This doesn't look all that bad.

Mortgage “cram-down” legislation that stalled in Congress last week will require homeowners to exhaust all options before they could use bankruptcy to reduce their loan payments, according to a summary of the revamped bill.

The House of Representatives may vote as early as March 5 on the amended legislation, which would let federal judges lengthen loan terms, cut principal payments and reduce interest rates for borrowers in Chapter 13 bankruptcy protection, House Majority Leader Steny Hoyer, a Maryland Democrat, told reporters today.

Democratic leaders, who had pulled the bill from consideration, embraced an alternative plan pushed by the New Democrat Coalition, which calls itself a group of moderate lawmakers. The bill would require borrowers to seek loan modifications from their banks before they could qualify to amend their mortgage terms through bankruptcy protection.


Chris Bowers has some analysis. Basically it makes the bankruptcy court a last resort, which I thought it already was. I'm pretty sure nobody wants to go into bankruptcy as a first option. The threat of it hanging out there is what is needed to get loan modification from the lenders, and this just makes the homeowner seek that out first. The Senate staff is read into this as well, so this isn't a House-only compromise and will probably mean that cramdown will be a reality in the near future. Bowers writes:

Clearly, given that she was able to hold up the legislation, and forge a new deal altogether, this is a big victory for Representative Ellen Tauscher. At the same time, the changes seem light enough that the original proponents of the plan, including Representatives John Conyers and Brad Miller, can also claim victory. This is perhaps a true compromise. I might change my mind as more details come to light, but I think tonight that there is reason to be optimistic.

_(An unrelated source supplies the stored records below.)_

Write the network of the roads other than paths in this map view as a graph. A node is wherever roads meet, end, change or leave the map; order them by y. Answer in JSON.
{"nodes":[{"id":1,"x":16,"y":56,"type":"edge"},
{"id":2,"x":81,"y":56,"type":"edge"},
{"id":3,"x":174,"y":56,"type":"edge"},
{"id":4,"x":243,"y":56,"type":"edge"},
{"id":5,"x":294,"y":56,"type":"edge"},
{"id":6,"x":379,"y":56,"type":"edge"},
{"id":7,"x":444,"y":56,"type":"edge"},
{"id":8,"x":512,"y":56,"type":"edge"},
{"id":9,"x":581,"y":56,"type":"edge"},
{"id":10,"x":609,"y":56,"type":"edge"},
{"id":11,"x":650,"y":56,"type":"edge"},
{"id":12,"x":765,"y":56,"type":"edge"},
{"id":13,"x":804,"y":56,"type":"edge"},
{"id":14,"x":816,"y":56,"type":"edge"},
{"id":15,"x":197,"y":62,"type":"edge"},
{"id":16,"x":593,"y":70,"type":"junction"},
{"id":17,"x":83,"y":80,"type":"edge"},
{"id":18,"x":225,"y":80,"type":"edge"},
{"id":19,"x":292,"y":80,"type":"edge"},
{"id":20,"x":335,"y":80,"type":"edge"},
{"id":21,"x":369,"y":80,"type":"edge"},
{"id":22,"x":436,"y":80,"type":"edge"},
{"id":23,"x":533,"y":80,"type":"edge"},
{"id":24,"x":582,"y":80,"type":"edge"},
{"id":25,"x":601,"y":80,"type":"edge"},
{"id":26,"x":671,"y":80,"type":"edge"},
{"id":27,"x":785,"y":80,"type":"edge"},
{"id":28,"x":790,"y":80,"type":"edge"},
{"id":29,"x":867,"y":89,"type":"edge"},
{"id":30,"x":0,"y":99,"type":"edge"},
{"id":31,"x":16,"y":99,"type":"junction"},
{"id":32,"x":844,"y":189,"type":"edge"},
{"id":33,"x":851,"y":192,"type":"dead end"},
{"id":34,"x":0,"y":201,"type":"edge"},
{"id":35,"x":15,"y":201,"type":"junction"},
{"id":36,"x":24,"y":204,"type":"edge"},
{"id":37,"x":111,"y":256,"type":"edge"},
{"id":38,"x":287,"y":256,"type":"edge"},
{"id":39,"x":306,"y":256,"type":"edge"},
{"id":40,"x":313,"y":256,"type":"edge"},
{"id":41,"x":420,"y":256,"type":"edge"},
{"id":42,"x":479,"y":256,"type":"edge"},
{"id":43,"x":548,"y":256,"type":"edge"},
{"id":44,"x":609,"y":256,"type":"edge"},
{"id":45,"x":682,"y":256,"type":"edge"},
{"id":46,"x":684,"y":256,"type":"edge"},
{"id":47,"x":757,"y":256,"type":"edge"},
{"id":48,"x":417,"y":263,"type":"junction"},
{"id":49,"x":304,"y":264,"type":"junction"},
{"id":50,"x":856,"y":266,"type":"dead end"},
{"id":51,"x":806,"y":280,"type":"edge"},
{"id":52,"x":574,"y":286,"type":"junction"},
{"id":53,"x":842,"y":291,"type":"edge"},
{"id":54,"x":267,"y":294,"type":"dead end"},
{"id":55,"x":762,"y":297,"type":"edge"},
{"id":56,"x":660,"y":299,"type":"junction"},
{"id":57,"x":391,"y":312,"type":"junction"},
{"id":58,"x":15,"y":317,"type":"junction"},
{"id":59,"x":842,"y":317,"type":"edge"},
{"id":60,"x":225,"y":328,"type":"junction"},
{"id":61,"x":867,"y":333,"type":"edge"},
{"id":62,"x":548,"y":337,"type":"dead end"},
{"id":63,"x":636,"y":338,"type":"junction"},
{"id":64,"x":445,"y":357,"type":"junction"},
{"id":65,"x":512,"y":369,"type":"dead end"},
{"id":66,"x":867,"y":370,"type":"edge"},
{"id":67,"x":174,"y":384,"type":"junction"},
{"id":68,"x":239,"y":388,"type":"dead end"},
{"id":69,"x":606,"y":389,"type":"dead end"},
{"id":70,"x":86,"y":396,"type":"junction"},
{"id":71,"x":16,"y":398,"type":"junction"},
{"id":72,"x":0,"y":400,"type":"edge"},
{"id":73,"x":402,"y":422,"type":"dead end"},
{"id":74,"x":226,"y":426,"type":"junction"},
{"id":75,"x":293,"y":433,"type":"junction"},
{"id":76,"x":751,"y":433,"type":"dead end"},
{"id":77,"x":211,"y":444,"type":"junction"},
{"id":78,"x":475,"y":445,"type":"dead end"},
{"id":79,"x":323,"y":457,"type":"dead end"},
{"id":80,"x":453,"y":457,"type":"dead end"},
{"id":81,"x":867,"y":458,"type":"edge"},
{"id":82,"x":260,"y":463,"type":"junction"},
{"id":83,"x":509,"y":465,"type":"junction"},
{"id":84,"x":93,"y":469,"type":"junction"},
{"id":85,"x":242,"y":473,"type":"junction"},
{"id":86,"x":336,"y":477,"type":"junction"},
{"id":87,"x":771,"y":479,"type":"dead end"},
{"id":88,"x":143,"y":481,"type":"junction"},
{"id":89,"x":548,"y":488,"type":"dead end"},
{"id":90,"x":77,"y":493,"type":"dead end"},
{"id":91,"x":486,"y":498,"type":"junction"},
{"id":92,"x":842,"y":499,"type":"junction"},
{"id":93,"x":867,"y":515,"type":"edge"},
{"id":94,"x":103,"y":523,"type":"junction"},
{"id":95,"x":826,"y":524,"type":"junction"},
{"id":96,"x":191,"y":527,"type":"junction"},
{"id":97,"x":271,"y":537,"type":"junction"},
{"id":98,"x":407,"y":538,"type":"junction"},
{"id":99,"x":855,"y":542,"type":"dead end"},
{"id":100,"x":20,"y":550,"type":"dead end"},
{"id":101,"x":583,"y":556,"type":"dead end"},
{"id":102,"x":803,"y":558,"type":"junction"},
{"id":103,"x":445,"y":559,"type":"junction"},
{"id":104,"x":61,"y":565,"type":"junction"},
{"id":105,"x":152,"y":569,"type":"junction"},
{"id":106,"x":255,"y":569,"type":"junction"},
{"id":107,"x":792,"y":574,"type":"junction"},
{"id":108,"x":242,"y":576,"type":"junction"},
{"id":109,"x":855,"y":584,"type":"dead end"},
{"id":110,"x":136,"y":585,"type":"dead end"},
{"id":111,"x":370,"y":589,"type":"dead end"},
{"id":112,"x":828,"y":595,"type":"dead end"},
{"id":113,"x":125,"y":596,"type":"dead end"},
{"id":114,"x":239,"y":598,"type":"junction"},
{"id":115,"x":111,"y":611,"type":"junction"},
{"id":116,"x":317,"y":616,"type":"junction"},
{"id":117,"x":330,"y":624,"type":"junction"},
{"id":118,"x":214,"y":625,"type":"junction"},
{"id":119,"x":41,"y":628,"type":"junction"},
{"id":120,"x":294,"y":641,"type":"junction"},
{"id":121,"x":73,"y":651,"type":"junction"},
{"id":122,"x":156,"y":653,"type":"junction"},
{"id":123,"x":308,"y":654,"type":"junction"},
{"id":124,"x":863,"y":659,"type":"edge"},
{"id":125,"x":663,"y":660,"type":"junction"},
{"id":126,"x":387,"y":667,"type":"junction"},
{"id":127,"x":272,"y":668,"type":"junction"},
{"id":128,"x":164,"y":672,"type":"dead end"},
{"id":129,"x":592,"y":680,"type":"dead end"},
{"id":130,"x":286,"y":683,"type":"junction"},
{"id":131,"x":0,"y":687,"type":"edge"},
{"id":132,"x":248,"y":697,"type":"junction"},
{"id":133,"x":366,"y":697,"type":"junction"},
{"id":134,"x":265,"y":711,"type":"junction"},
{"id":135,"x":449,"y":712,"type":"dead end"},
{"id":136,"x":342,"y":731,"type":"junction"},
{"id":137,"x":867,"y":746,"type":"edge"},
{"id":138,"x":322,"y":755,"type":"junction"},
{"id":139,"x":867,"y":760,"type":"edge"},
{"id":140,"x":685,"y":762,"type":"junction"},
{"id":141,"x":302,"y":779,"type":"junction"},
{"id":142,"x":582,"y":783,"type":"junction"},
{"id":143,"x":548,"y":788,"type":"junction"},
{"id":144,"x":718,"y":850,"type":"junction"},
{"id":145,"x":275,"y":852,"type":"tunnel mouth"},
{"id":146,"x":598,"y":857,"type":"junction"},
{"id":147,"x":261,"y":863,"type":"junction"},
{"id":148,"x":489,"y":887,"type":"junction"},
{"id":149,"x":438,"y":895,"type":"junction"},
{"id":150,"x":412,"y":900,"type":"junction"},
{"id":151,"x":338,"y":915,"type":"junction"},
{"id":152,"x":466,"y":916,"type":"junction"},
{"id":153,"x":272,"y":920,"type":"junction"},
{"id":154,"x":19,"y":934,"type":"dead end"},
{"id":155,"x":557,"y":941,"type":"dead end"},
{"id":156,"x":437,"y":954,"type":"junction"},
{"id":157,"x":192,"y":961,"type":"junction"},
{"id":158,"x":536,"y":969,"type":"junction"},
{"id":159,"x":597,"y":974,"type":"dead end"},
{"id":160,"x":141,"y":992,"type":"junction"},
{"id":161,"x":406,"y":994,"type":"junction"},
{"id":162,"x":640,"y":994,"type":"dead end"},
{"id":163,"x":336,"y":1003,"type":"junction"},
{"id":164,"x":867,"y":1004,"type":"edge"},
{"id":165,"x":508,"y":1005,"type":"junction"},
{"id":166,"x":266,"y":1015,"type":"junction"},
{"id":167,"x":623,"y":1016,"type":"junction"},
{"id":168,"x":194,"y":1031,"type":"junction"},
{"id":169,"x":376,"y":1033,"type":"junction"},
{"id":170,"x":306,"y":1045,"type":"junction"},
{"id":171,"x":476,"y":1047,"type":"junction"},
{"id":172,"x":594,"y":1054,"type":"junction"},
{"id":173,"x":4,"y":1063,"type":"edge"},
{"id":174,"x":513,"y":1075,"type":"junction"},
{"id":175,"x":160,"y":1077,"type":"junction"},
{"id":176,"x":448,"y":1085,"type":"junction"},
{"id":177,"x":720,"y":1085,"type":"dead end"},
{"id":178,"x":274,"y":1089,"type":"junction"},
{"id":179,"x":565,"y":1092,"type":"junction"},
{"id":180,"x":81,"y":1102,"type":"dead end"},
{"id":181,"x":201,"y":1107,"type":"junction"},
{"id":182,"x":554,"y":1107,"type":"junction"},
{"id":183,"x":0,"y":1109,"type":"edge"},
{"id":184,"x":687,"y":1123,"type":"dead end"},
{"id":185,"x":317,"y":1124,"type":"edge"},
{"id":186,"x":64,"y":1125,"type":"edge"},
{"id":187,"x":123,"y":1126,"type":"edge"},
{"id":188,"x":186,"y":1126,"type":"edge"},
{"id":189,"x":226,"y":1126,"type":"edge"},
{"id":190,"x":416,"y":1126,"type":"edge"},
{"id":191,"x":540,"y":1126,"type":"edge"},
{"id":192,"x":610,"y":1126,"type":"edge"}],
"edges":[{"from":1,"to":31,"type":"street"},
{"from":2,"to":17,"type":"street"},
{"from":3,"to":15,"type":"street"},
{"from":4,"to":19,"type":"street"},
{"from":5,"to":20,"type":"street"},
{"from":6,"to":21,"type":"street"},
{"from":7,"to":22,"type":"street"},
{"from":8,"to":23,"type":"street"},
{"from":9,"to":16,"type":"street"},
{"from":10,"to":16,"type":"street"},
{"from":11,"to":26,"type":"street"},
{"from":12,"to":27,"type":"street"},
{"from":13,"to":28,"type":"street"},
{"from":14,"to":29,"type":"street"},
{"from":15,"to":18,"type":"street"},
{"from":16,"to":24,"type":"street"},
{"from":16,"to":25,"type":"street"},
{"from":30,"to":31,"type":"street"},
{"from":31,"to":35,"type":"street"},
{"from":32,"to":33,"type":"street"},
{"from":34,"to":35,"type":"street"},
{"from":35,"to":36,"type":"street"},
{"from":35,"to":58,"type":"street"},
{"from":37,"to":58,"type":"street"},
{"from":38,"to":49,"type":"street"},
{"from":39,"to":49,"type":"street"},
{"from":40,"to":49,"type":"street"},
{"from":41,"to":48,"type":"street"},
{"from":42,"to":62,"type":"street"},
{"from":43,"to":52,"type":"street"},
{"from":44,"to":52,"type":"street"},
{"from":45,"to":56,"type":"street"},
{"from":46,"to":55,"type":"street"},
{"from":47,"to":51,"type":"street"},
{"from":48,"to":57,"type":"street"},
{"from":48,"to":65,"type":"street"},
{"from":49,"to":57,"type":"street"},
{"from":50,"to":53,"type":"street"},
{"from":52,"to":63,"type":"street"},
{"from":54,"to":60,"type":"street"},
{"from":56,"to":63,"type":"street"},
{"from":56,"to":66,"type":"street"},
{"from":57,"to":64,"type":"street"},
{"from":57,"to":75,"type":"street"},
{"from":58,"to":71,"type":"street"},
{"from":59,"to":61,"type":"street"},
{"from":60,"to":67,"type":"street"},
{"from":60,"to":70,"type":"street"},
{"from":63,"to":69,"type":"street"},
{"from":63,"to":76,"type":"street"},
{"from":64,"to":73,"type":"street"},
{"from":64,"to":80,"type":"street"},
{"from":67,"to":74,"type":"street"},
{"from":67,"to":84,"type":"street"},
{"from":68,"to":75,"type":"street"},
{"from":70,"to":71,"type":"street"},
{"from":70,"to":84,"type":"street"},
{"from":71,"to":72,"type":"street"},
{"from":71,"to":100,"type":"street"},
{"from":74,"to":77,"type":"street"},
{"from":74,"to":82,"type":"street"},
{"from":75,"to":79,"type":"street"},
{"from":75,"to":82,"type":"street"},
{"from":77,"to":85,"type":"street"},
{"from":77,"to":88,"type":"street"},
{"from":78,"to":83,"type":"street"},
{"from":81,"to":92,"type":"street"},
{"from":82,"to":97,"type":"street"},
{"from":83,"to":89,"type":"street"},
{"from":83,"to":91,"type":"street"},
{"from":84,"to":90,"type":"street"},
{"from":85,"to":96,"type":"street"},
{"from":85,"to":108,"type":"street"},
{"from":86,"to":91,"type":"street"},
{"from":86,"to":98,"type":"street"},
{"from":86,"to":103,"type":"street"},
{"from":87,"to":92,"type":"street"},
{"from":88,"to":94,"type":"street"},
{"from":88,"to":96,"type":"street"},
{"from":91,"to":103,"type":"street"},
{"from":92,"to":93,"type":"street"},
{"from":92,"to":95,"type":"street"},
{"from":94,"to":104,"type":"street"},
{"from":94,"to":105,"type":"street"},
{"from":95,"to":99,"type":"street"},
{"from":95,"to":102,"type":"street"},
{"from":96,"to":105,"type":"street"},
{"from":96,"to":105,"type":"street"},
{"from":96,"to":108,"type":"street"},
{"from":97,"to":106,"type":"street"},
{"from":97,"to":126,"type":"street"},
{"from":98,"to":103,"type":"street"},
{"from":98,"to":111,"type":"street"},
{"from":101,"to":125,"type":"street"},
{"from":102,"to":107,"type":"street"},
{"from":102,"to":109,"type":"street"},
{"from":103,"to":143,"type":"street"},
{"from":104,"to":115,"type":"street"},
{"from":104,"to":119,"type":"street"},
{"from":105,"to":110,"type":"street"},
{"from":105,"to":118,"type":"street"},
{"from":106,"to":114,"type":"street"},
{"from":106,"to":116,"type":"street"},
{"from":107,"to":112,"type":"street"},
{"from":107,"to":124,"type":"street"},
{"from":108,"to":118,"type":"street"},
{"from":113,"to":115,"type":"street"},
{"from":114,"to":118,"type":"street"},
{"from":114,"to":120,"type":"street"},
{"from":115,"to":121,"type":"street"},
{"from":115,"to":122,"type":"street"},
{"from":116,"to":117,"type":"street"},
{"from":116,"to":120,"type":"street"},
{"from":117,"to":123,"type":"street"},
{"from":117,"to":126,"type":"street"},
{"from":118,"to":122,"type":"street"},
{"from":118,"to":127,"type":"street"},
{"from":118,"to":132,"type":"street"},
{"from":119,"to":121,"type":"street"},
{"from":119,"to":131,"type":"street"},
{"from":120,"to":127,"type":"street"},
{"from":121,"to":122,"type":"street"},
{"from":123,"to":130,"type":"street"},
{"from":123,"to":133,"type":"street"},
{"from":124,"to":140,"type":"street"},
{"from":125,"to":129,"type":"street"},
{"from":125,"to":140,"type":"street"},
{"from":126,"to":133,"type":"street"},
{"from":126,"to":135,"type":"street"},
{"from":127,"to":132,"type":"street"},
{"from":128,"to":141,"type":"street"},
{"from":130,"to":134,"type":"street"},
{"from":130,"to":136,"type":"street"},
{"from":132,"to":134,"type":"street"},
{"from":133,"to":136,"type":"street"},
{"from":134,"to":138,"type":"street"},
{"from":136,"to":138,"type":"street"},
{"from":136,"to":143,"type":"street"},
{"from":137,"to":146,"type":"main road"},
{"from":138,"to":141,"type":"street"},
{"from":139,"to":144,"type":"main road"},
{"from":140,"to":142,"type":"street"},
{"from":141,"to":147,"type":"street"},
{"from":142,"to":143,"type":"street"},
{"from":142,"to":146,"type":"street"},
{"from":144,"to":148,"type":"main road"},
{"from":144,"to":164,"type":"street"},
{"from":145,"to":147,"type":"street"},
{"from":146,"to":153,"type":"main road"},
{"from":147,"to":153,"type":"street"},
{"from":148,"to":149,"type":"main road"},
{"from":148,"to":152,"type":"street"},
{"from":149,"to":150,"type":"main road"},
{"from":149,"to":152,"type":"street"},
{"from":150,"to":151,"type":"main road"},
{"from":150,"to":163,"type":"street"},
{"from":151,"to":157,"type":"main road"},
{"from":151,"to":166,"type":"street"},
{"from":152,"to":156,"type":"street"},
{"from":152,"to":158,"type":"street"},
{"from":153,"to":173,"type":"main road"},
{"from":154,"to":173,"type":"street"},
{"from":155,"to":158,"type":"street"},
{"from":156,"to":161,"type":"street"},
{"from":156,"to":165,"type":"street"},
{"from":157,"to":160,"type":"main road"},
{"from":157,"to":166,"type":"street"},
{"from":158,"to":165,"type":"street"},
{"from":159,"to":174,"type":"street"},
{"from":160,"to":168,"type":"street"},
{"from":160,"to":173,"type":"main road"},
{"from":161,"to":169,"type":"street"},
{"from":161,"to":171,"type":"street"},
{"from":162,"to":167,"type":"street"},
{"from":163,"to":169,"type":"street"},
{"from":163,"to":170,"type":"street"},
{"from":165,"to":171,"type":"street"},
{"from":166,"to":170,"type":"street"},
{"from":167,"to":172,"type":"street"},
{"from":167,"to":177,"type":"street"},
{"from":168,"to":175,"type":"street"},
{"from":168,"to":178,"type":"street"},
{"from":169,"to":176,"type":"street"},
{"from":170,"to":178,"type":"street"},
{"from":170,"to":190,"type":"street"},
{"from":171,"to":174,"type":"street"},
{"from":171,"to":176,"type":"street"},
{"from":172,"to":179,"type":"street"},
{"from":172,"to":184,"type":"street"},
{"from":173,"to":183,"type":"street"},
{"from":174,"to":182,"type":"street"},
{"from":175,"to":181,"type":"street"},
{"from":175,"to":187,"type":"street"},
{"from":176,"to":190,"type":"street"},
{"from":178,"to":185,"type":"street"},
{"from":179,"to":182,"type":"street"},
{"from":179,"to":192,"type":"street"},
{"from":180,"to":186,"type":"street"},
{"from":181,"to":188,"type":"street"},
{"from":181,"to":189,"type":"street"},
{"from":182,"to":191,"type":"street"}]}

There were some ugly moments for this legislation, but ultimately, we're actually seeing a sensible policy change that will help keep people in their homes. This, of course, isn't the end of housing policy. The banks still own too many homes, and a lot of them haven't even hit the market yet. This means more cheap homes for sale, more blight, more erosion in property values, and more pain for homeowners. And considering that banks are basically toast because of all the bad securities in the housing market, the threat is global and massive. It's a major, major problem, and so far a solution is wanting. Robert Kuttner has some ideas.

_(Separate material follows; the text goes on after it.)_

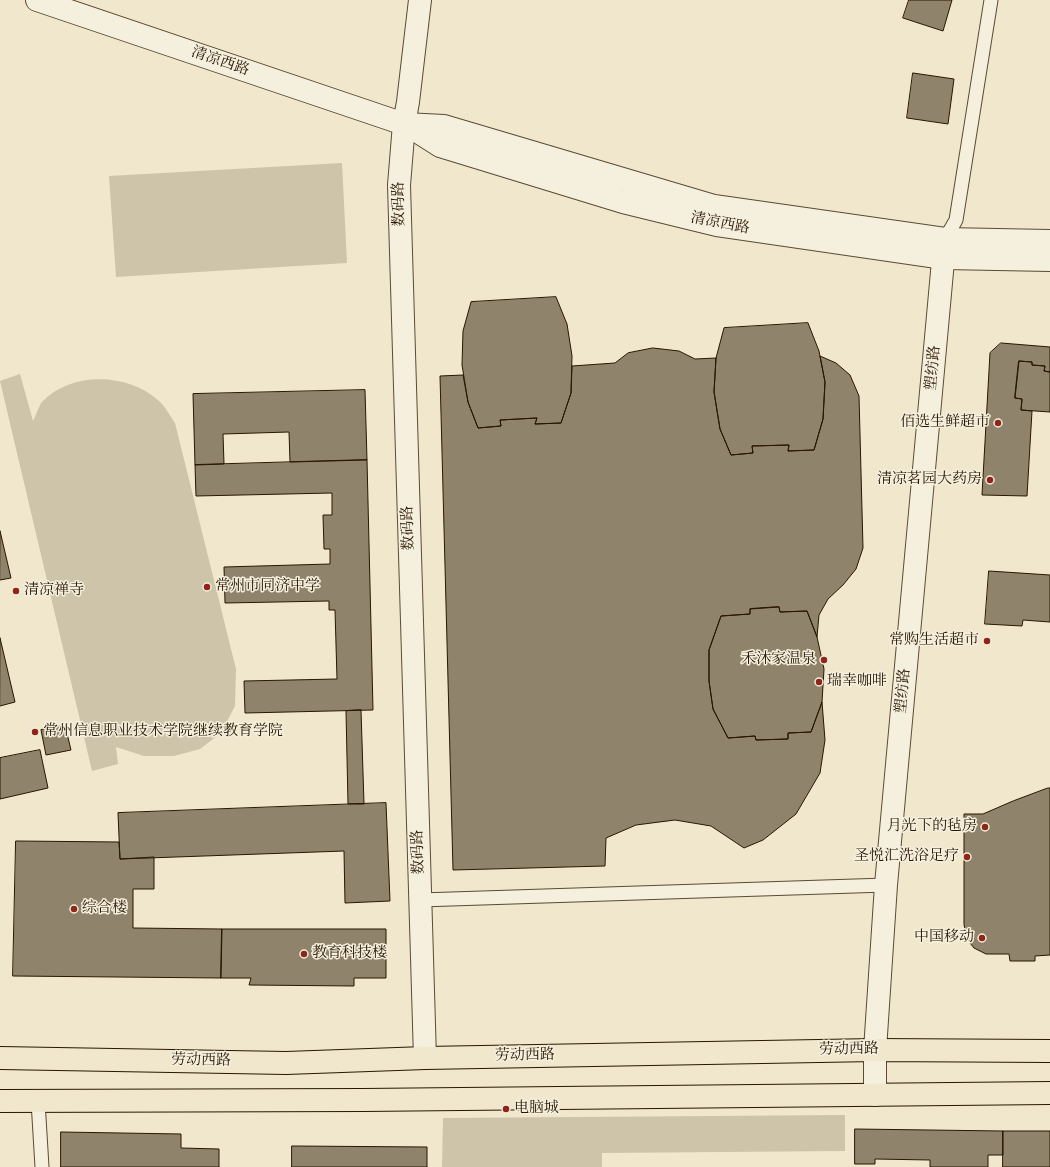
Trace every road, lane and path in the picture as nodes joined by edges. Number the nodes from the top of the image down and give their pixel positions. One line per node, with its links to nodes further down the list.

It would make much more sense for the government to set up something like the Depression-era Home Owners Loan Corporation, which simply used the Treasury's own borrowing rate -- now about 3.5 percent for 30-year bonds -- to refinance mortgages directly. The outstanding principal could also be reduced, making the mortgage affordable. Bondholders could be compensated at so many cents on the dollar, using the government's power of eminent domain.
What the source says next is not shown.